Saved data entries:
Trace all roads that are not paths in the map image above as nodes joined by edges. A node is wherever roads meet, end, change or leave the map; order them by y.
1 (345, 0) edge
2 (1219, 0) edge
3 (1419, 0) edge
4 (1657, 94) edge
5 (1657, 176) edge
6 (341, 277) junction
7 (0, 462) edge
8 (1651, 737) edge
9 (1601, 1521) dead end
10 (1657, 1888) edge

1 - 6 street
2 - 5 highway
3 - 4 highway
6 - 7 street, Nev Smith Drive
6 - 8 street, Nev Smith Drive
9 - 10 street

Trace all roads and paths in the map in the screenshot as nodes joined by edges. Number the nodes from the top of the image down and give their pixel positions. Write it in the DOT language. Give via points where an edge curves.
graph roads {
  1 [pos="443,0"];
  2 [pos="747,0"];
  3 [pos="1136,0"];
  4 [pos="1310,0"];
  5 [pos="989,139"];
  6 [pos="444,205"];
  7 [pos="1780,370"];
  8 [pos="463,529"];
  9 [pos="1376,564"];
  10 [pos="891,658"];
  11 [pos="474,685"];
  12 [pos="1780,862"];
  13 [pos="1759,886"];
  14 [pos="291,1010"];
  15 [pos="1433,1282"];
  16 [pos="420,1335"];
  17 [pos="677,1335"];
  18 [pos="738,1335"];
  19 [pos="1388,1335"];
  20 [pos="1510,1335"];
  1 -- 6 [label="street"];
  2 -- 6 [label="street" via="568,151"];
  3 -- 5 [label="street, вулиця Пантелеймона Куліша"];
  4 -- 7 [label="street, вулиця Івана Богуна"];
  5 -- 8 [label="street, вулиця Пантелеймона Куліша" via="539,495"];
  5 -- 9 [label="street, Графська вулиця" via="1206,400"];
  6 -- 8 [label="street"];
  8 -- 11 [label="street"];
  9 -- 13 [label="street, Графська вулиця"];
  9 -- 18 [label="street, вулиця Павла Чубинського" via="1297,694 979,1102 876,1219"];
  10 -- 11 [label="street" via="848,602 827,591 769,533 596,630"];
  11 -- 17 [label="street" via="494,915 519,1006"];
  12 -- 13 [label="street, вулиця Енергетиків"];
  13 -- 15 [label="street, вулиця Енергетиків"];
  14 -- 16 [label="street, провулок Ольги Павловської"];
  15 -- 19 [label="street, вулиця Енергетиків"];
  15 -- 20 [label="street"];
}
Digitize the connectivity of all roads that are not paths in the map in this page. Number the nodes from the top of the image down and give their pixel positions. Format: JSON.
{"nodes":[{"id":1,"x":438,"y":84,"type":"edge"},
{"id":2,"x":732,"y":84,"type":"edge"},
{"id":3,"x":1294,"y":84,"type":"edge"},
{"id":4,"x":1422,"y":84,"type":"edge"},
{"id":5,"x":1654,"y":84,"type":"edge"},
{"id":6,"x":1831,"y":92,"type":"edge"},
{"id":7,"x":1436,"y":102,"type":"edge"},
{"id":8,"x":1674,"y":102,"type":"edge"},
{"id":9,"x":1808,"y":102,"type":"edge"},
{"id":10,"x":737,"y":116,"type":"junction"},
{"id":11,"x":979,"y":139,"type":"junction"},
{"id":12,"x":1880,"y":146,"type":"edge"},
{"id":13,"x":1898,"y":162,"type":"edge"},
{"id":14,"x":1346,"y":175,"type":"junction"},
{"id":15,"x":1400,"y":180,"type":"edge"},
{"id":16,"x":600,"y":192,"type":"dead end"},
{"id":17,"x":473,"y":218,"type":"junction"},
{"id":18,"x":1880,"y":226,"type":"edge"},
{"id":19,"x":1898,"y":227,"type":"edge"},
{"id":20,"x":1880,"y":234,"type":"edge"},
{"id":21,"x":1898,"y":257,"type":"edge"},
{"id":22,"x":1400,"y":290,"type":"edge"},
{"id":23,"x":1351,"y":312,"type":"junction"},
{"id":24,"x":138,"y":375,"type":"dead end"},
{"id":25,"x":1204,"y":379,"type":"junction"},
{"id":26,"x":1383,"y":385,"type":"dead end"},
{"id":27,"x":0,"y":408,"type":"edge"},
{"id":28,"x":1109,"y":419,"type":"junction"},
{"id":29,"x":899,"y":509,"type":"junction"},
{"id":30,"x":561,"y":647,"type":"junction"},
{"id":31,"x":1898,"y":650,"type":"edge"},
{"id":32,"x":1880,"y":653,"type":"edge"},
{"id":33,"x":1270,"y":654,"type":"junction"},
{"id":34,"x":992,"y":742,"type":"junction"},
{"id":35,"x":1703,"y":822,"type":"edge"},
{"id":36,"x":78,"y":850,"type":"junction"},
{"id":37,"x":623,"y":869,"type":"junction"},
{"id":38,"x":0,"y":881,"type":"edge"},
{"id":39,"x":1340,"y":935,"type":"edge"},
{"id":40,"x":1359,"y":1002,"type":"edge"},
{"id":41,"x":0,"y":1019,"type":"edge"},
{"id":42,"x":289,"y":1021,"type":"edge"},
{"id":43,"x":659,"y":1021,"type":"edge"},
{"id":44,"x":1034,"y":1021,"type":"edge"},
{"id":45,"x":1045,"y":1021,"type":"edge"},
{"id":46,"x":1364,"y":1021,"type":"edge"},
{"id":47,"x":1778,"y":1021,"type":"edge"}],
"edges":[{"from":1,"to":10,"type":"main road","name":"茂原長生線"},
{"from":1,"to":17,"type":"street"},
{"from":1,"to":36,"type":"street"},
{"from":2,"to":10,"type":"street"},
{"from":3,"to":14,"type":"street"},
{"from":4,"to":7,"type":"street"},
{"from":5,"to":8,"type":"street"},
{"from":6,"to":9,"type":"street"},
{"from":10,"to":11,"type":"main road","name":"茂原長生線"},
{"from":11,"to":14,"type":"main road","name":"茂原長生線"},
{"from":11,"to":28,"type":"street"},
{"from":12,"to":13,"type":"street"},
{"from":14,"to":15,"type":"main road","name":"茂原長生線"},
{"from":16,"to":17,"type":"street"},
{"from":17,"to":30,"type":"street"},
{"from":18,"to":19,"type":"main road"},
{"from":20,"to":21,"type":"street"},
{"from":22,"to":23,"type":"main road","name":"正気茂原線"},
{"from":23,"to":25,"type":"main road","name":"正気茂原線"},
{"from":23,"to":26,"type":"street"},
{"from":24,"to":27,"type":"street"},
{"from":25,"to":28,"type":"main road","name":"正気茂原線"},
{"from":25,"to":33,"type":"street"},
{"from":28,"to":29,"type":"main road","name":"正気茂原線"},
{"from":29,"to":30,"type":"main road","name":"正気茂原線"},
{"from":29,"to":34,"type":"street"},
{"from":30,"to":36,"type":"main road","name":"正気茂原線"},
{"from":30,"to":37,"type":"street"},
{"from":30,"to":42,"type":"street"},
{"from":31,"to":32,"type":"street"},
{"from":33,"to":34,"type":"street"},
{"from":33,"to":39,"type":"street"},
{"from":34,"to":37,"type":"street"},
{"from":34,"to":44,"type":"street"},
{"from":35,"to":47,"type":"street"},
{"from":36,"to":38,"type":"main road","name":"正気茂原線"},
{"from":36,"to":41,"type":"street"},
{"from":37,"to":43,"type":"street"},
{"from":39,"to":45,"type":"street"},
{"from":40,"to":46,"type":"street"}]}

## Your objective:
Every entry above must be copied exactly.

## Result of this exercise:
Trace all roads that are not paths in the map image above as nodes joined by edges. A node is wherever roads meet, end, change or leave the map; order them by y.
1 (345, 0) edge
2 (1219, 0) edge
3 (1419, 0) edge
4 (1657, 94) edge
5 (1657, 176) edge
6 (341, 277) junction
7 (0, 462) edge
8 (1651, 737) edge
9 (1601, 1521) dead end
10 (1657, 1888) edge

1 - 6 street
2 - 5 highway
3 - 4 highway
6 - 7 street, Nev Smith Drive
6 - 8 street, Nev Smith Drive
9 - 10 street

Trace all roads and paths in the map in the screenshot as nodes joined by edges. Number the nodes from the top of the image down and give their pixel positions. Write it in the DOT language. Give via points where an edge curves.
graph roads {
  1 [pos="443,0"];
  2 [pos="747,0"];
  3 [pos="1136,0"];
  4 [pos="1310,0"];
  5 [pos="989,139"];
  6 [pos="444,205"];
  7 [pos="1780,370"];
  8 [pos="463,529"];
  9 [pos="1376,564"];
  10 [pos="891,658"];
  11 [pos="474,685"];
  12 [pos="1780,862"];
  13 [pos="1759,886"];
  14 [pos="291,1010"];
  15 [pos="1433,1282"];
  16 [pos="420,1335"];
  17 [pos="677,1335"];
  18 [pos="738,1335"];
  19 [pos="1388,1335"];
  20 [pos="1510,1335"];
  1 -- 6 [label="street"];
  2 -- 6 [label="street" via="568,151"];
  3 -- 5 [label="street, вулиця Пантелеймона Куліша"];
  4 -- 7 [label="street, вулиця Івана Богуна"];
  5 -- 8 [label="street, вулиця Пантелеймона Куліша" via="539,495"];
  5 -- 9 [label="street, Графська вулиця" via="1206,400"];
  6 -- 8 [label="street"];
  8 -- 11 [label="street"];
  9 -- 13 [label="street, Графська вулиця"];
  9 -- 18 [label="street, вулиця Павла Чубинського" via="1297,694 979,1102 876,1219"];
  10 -- 11 [label="street" via="848,602 827,591 769,533 596,630"];
  11 -- 17 [label="street" via="494,915 519,1006"];
  12 -- 13 [label="street, вулиця Енергетиків"];
  13 -- 15 [label="street, вулиця Енергетиків"];
  14 -- 16 [label="street, провулок Ольги Павловської"];
  15 -- 19 [label="street, вулиця Енергетиків"];
  15 -- 20 [label="street"];
}
Digitize the connectivity of all roads that are not paths in the map in this page. Number the nodes from the top of the image down and give their pixel positions. Format: JSON.
{"nodes":[{"id":1,"x":438,"y":84,"type":"edge"},
{"id":2,"x":732,"y":84,"type":"edge"},
{"id":3,"x":1294,"y":84,"type":"edge"},
{"id":4,"x":1422,"y":84,"type":"edge"},
{"id":5,"x":1654,"y":84,"type":"edge"},
{"id":6,"x":1831,"y":92,"type":"edge"},
{"id":7,"x":1436,"y":102,"type":"edge"},
{"id":8,"x":1674,"y":102,"type":"edge"},
{"id":9,"x":1808,"y":102,"type":"edge"},
{"id":10,"x":737,"y":116,"type":"junction"},
{"id":11,"x":979,"y":139,"type":"junction"},
{"id":12,"x":1880,"y":146,"type":"edge"},
{"id":13,"x":1898,"y":162,"type":"edge"},
{"id":14,"x":1346,"y":175,"type":"junction"},
{"id":15,"x":1400,"y":180,"type":"edge"},
{"id":16,"x":600,"y":192,"type":"dead end"},
{"id":17,"x":473,"y":218,"type":"junction"},
{"id":18,"x":1880,"y":226,"type":"edge"},
{"id":19,"x":1898,"y":227,"type":"edge"},
{"id":20,"x":1880,"y":234,"type":"edge"},
{"id":21,"x":1898,"y":257,"type":"edge"},
{"id":22,"x":1400,"y":290,"type":"edge"},
{"id":23,"x":1351,"y":312,"type":"junction"},
{"id":24,"x":138,"y":375,"type":"dead end"},
{"id":25,"x":1204,"y":379,"type":"junction"},
{"id":26,"x":1383,"y":385,"type":"dead end"},
{"id":27,"x":0,"y":408,"type":"edge"},
{"id":28,"x":1109,"y":419,"type":"junction"},
{"id":29,"x":899,"y":509,"type":"junction"},
{"id":30,"x":561,"y":647,"type":"junction"},
{"id":31,"x":1898,"y":650,"type":"edge"},
{"id":32,"x":1880,"y":653,"type":"edge"},
{"id":33,"x":1270,"y":654,"type":"junction"},
{"id":34,"x":992,"y":742,"type":"junction"},
{"id":35,"x":1703,"y":822,"type":"edge"},
{"id":36,"x":78,"y":850,"type":"junction"},
{"id":37,"x":623,"y":869,"type":"junction"},
{"id":38,"x":0,"y":881,"type":"edge"},
{"id":39,"x":1340,"y":935,"type":"edge"},
{"id":40,"x":1359,"y":1002,"type":"edge"},
{"id":41,"x":0,"y":1019,"type":"edge"},
{"id":42,"x":289,"y":1021,"type":"edge"},
{"id":43,"x":659,"y":1021,"type":"edge"},
{"id":44,"x":1034,"y":1021,"type":"edge"},
{"id":45,"x":1045,"y":1021,"type":"edge"},
{"id":46,"x":1364,"y":1021,"type":"edge"},
{"id":47,"x":1778,"y":1021,"type":"edge"}],
"edges":[{"from":1,"to":10,"type":"main road","name":"茂原長生線"},
{"from":1,"to":17,"type":"street"},
{"from":1,"to":36,"type":"street"},
{"from":2,"to":10,"type":"street"},
{"from":3,"to":14,"type":"street"},
{"from":4,"to":7,"type":"street"},
{"from":5,"to":8,"type":"street"},
{"from":6,"to":9,"type":"street"},
{"from":10,"to":11,"type":"main road","name":"茂原長生線"},
{"from":11,"to":14,"type":"main road","name":"茂原長生線"},
{"from":11,"to":28,"type":"street"},
{"from":12,"to":13,"type":"street"},
{"from":14,"to":15,"type":"main road","name":"茂原長生線"},
{"from":16,"to":17,"type":"street"},
{"from":17,"to":30,"type":"street"},
{"from":18,"to":19,"type":"main road"},
{"from":20,"to":21,"type":"street"},
{"from":22,"to":23,"type":"main road","name":"正気茂原線"},
{"from":23,"to":25,"type":"main road","name":"正気茂原線"},
{"from":23,"to":26,"type":"street"},
{"from":24,"to":27,"type":"street"},
{"from":25,"to":28,"type":"main road","name":"正気茂原線"},
{"from":25,"to":33,"type":"street"},
{"from":28,"to":29,"type":"main road","name":"正気茂原線"},
{"from":29,"to":30,"type":"main road","name":"正気茂原線"},
{"from":29,"to":34,"type":"street"},
{"from":30,"to":36,"type":"main road","name":"正気茂原線"},
{"from":30,"to":37,"type":"street"},
{"from":30,"to":42,"type":"street"},
{"from":31,"to":32,"type":"street"},
{"from":33,"to":34,"type":"street"},
{"from":33,"to":39,"type":"street"},
{"from":34,"to":37,"type":"street"},
{"from":34,"to":44,"type":"street"},
{"from":35,"to":47,"type":"street"},
{"from":36,"to":38,"type":"main road","name":"正気茂原線"},
{"from":36,"to":41,"type":"street"},
{"from":37,"to":43,"type":"street"},
{"from":39,"to":45,"type":"street"},
{"from":40,"to":46,"type":"street"}]}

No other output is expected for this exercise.